Start of Block

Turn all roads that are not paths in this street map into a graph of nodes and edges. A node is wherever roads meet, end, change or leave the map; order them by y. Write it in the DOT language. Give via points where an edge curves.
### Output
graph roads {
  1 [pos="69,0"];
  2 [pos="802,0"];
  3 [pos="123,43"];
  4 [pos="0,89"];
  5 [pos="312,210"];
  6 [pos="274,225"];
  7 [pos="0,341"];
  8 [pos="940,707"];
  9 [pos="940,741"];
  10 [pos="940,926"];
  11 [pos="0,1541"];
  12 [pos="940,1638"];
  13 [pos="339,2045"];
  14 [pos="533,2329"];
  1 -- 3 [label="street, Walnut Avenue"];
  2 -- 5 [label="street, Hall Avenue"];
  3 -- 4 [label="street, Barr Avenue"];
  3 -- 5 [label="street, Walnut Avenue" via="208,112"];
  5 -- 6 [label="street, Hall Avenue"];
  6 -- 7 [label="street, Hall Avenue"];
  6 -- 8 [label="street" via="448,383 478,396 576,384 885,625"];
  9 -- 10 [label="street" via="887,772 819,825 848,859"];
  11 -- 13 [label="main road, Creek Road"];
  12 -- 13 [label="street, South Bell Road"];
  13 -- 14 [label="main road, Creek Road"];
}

End of Block
Start of Block

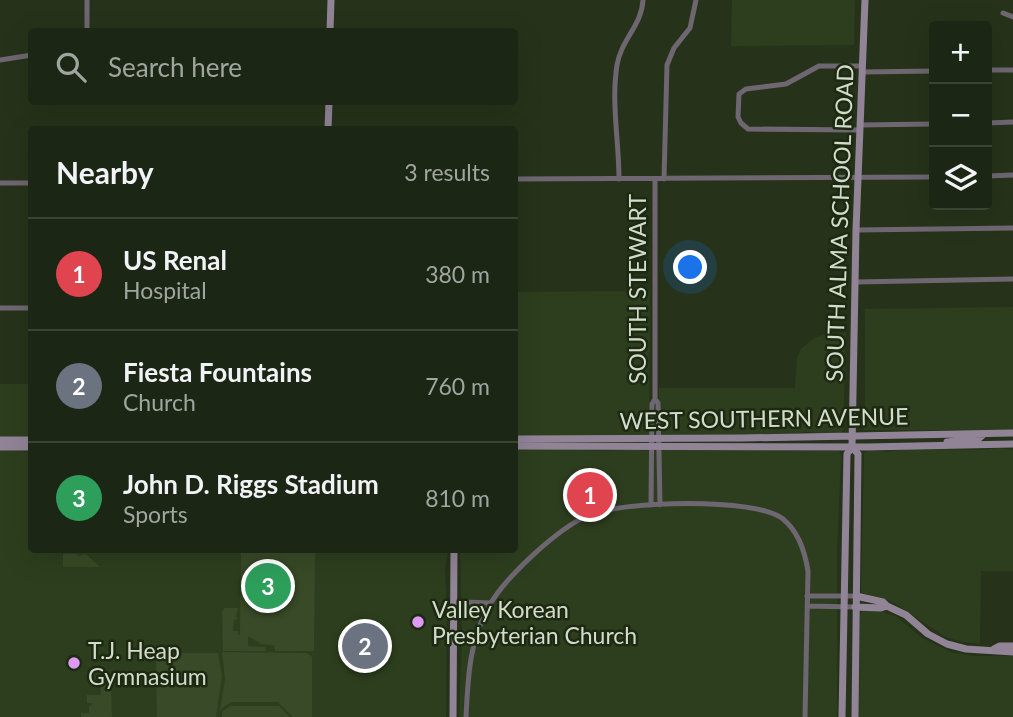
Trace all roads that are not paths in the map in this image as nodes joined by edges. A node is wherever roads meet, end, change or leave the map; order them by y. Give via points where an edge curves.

End of Block
Start of Block

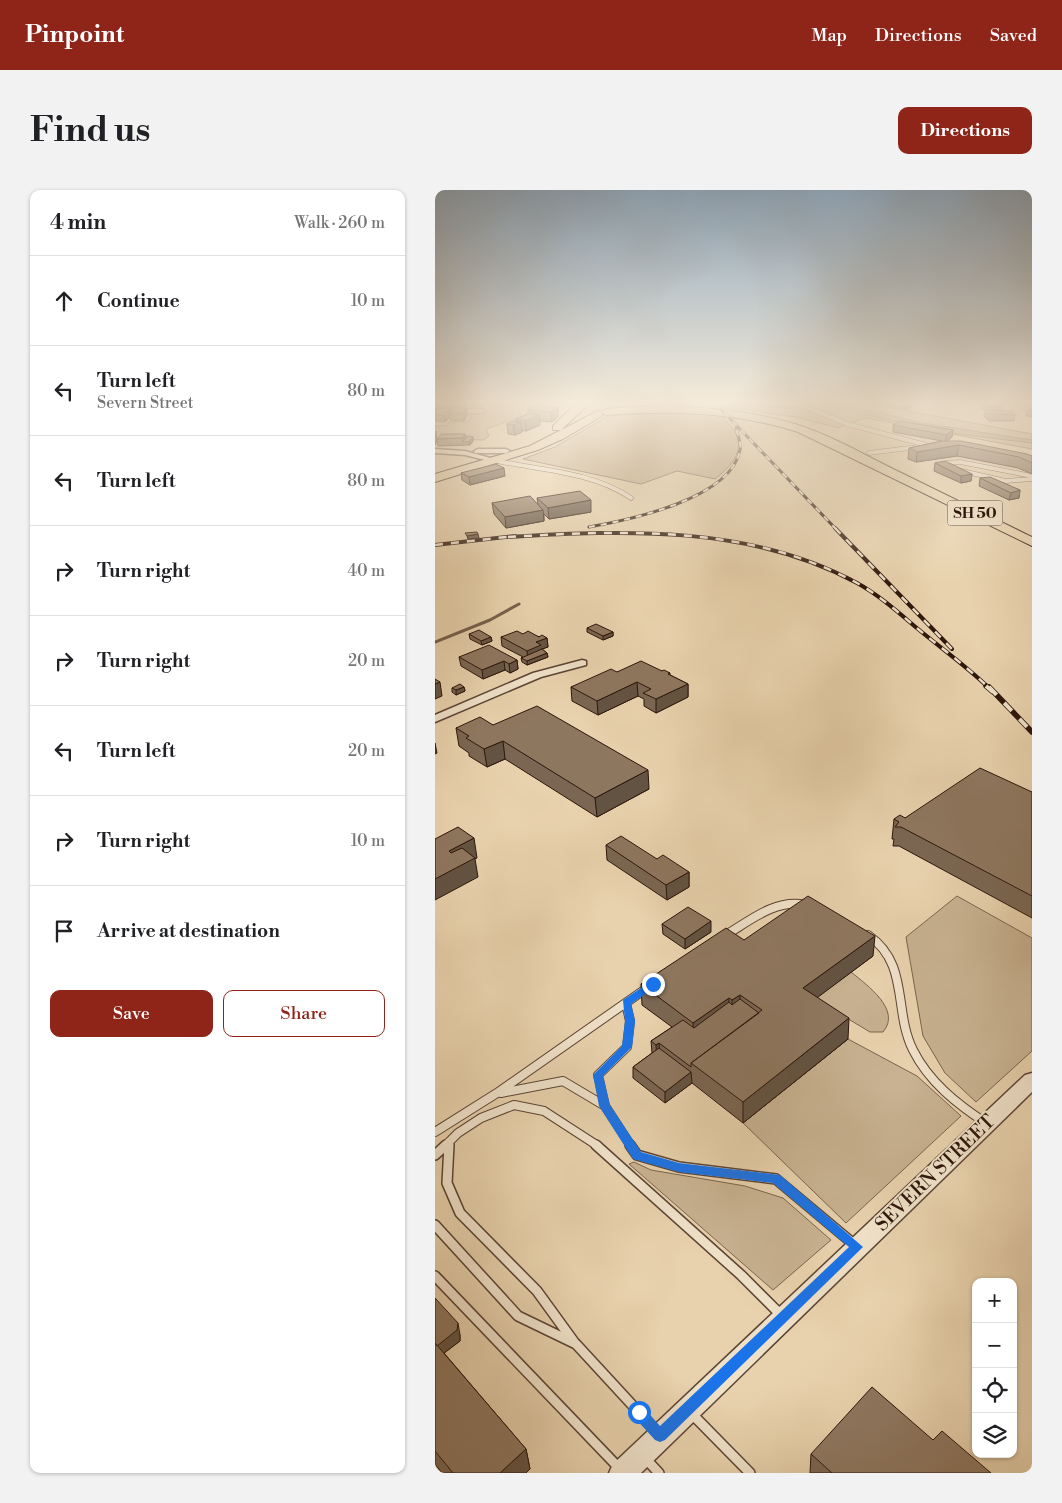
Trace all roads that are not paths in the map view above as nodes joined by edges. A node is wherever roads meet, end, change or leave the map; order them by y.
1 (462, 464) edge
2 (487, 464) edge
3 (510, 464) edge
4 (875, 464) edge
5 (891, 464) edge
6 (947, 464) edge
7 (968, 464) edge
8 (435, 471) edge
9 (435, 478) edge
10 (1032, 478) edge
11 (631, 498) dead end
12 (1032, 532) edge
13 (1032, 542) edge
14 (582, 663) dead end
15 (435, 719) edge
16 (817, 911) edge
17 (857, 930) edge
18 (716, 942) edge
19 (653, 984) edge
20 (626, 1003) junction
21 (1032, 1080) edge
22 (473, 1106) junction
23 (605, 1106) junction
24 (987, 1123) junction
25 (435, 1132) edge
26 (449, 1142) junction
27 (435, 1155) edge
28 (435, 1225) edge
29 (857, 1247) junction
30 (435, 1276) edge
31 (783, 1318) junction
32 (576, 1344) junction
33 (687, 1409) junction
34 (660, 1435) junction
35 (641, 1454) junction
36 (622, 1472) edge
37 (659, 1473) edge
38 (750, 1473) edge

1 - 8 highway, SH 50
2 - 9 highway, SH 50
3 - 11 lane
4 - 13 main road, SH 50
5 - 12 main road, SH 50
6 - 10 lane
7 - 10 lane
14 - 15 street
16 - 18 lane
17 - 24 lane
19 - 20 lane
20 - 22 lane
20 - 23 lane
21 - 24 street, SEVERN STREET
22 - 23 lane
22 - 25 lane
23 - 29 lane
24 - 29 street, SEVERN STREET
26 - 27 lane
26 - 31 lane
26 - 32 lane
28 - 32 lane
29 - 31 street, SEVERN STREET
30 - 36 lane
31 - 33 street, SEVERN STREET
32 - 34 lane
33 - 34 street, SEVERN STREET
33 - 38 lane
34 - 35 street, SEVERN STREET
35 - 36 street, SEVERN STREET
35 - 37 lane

End of Block

WHAT NEEDS TO BE DONE: From the records above, determine how many lines hold "curves" and give only that number.

ANSWER FOR THE TASK: 2